ENGLISH: It also could've been the lack of hygiene in the 19th century that kept him away from his patient. Regardless, Laennec went home, crafted a wood cylinder with a hole down the middle, and that became the first stethoscope. It took a while for auscultation, the art of listening to the body, to catch on. But over the years, the stethoscope has helped doctors better hear the sounds of a healthy heart...
(SOUNDBITE OF HEARTBEAT)
ENGLISH: ...And distinguish the offbeat cadence of a problem.
(SOUNDBITE OF ABNORMAL HEARTBEAT)
ENGLISH: Doctors in their 60s and 70s say they used to get praise if they had the ear to hear those subtle sounds, and medical schools still teach the art of listening. Allison Rhodes is a third-year student at the University of Pennsylvania School of Medicine.
ALLISON RHODES: I think it's absolutely still relevant. I had a patient that had a left-lower-lobe pneumonia. It was really wonderful to be able to listen to her and say, you know, this is what I think it is and then later see on a chest X-ray that that's exactly what it was.
ENGLISH: But in the digital age, Dr. Bret Nelson says the stethoscope is becoming less useful.

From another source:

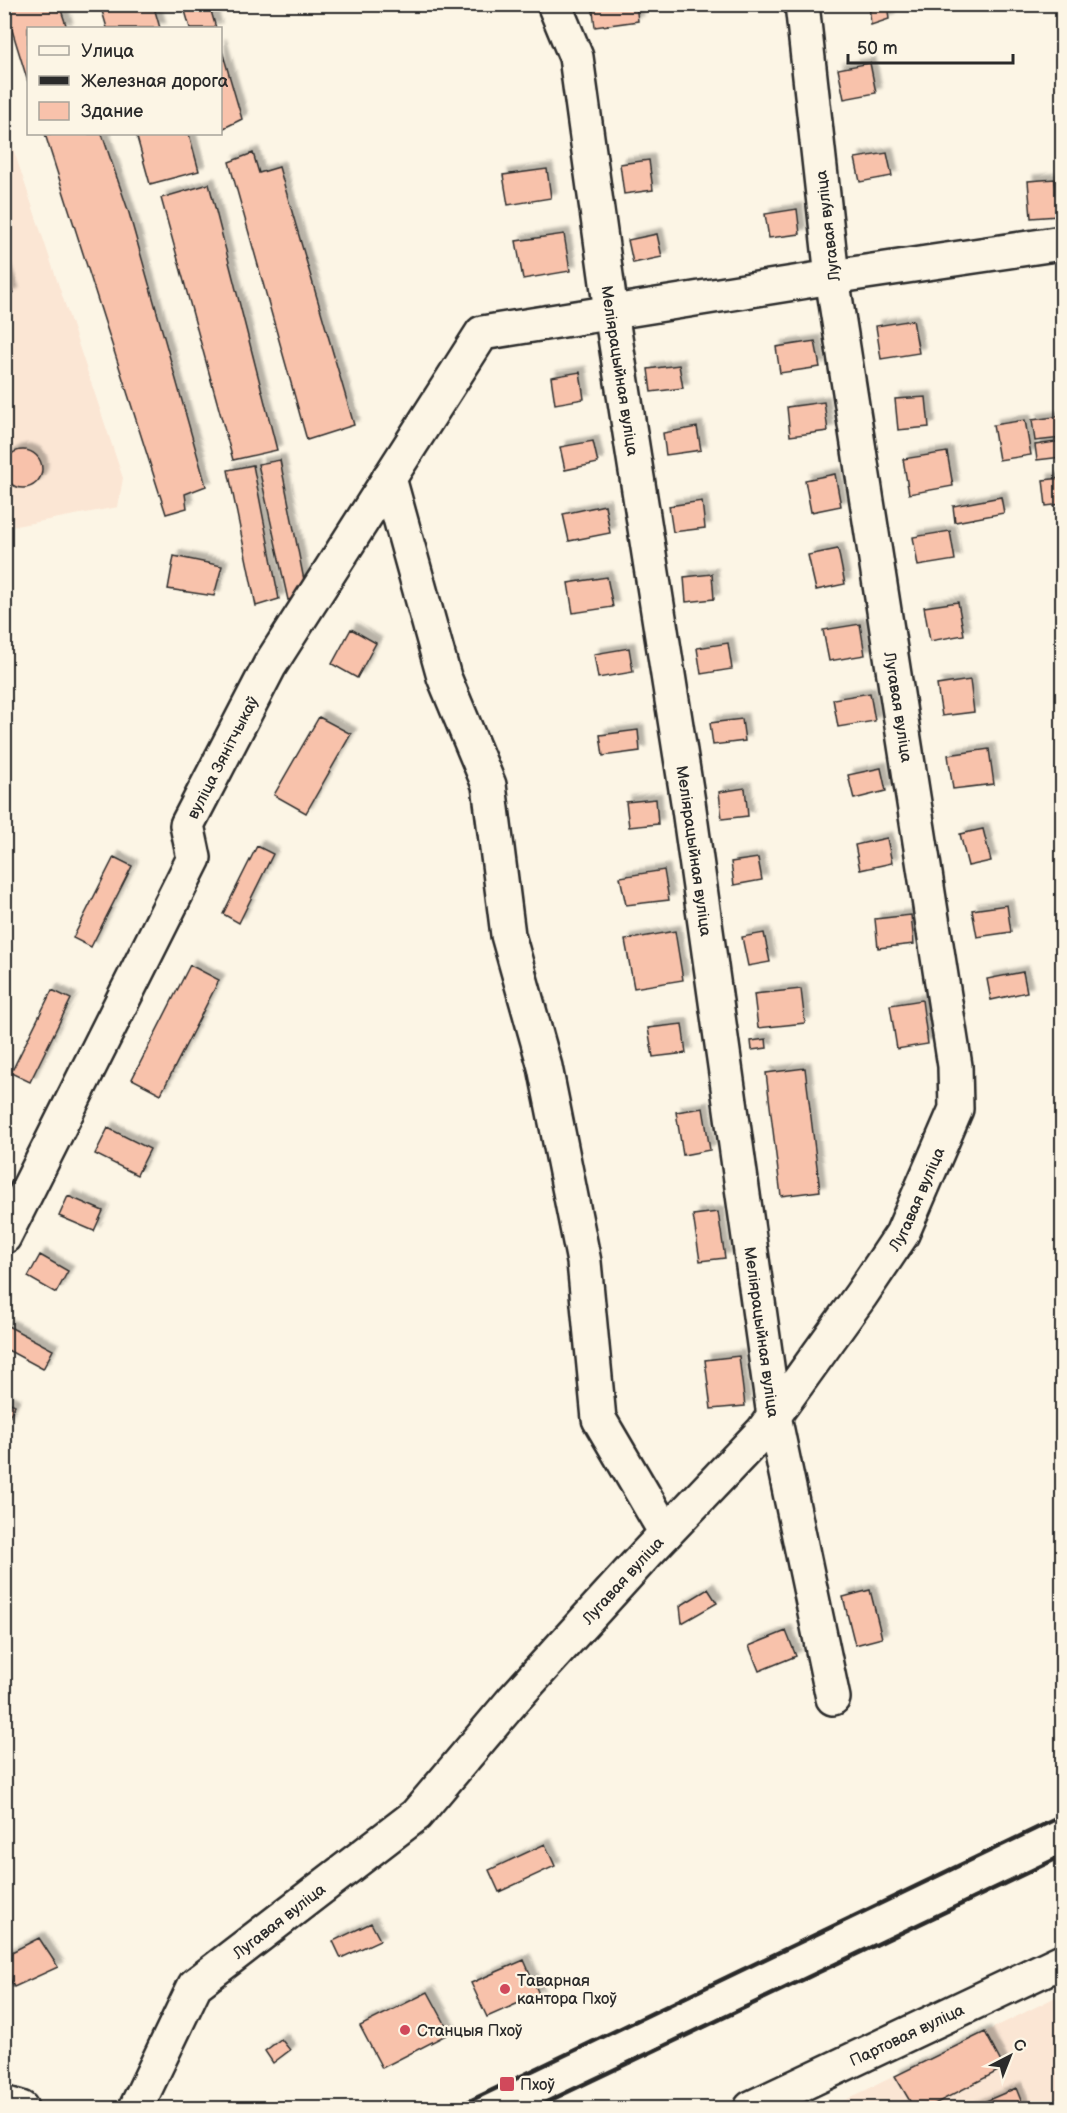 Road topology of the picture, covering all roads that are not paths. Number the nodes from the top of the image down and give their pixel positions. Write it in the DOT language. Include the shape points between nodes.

BRET NELSON: It's time has come.
ENGLISH: Nelson is an emergency medicine doctor at Mount Sinai Hospital in New York. He says clinicians now get a lot more information from newer technology. An ultrasound, for example, turns sound waves into moving images of blood pumping and heart valves clicking open and shut. Those visual cues are easier to interpret than muffled murmurs. Nelson admits that the stethoscope has been an icon for physicians for hundreds of years, but he doesn't buy the argument that if you lose the stethoscope, you lose the tradition of healing touch. Nelson, who's 42 and graduated from medical school just 16 years ago, says these days, there are other ways to bring patient and physician together.
NELSON: Pulling on ultrasound machine out of my pocket or wheeling the cart over next to the patient, talking through with them exactly what I'm looking for and how I'm looking for it, the fact that they can see the same image on the screen that I'm seeing strengthens that bond, I think, more than anything in the last 50 years.

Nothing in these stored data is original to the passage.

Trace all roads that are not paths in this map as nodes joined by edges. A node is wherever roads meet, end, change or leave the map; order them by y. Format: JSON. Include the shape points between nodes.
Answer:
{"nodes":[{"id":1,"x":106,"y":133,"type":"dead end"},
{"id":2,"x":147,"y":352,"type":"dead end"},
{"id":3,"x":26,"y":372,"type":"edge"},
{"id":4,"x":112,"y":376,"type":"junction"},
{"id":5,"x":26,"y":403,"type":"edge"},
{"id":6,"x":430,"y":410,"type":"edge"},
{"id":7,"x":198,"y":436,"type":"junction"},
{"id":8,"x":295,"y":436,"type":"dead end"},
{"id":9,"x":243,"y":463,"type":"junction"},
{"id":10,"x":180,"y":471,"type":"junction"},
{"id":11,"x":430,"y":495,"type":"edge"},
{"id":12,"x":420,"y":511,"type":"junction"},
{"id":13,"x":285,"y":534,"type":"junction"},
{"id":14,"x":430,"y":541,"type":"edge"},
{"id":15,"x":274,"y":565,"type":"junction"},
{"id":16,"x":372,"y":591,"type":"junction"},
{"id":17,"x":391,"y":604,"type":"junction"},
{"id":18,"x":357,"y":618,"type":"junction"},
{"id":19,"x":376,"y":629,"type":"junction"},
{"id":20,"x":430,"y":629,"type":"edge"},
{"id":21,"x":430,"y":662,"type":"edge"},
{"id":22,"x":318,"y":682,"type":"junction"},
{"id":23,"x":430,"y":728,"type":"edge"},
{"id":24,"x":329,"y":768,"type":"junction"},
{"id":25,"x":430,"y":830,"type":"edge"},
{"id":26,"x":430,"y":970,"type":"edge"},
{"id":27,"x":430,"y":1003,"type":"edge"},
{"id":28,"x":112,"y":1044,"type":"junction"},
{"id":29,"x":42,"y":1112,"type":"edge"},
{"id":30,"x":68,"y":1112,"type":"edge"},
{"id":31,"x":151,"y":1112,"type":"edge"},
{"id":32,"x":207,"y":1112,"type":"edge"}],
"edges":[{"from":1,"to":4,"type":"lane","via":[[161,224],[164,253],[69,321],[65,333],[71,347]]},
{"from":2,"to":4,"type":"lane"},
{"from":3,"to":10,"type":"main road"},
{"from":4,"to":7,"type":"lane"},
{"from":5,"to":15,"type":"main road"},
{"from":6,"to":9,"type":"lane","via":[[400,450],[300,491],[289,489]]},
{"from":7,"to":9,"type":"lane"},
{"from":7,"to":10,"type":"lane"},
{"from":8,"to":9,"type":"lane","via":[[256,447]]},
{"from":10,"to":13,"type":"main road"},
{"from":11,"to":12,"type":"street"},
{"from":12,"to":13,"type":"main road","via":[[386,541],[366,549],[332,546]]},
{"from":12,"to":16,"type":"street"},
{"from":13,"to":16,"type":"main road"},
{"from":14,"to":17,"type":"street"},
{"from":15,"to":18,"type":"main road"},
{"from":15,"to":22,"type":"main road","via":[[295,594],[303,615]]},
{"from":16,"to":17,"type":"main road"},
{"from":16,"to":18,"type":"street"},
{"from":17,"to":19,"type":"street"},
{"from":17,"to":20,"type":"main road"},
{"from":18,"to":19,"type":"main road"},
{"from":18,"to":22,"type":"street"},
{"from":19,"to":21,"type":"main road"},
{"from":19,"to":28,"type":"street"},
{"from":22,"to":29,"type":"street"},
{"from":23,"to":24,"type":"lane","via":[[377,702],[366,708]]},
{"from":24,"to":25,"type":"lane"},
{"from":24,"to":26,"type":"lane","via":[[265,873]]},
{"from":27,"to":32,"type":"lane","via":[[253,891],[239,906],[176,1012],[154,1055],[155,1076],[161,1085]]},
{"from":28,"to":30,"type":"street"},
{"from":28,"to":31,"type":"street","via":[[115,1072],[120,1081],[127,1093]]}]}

ENGLISH: And another thing that's changed in the last 50 years - medical costs. Obstetrician George Davis says imaging scans should be back up.
DAVIS: How much do those ultrasound machines cost? I can get a good stethoscope for less than $20.
ENGLISH: He listens with his stethoscope first, and that helps him figure out which patients need additional testing.
DAVIS: We're not going to sit there and do an echocardiogram on every patient who walks through the door.
ENGLISH: Davis worries that a whole generation of physicians is learning to rely on expensive technology, but Bret Nelson's not worried. That's just the future. He says prices will come down, and machines will become more portable. Just like...
NELSON: ...A slide rule, a calculator, a flashlight, a phone, a modem, a computer terminal and 36 videogames.
ENGLISH: Which is what we all have on our smart phones. For NPR News, I'm Taunya English in Philadelphia.
CORNISH: This story is a reporting partnership with NPR WHYY's program the Pulse and Kaiser Health News.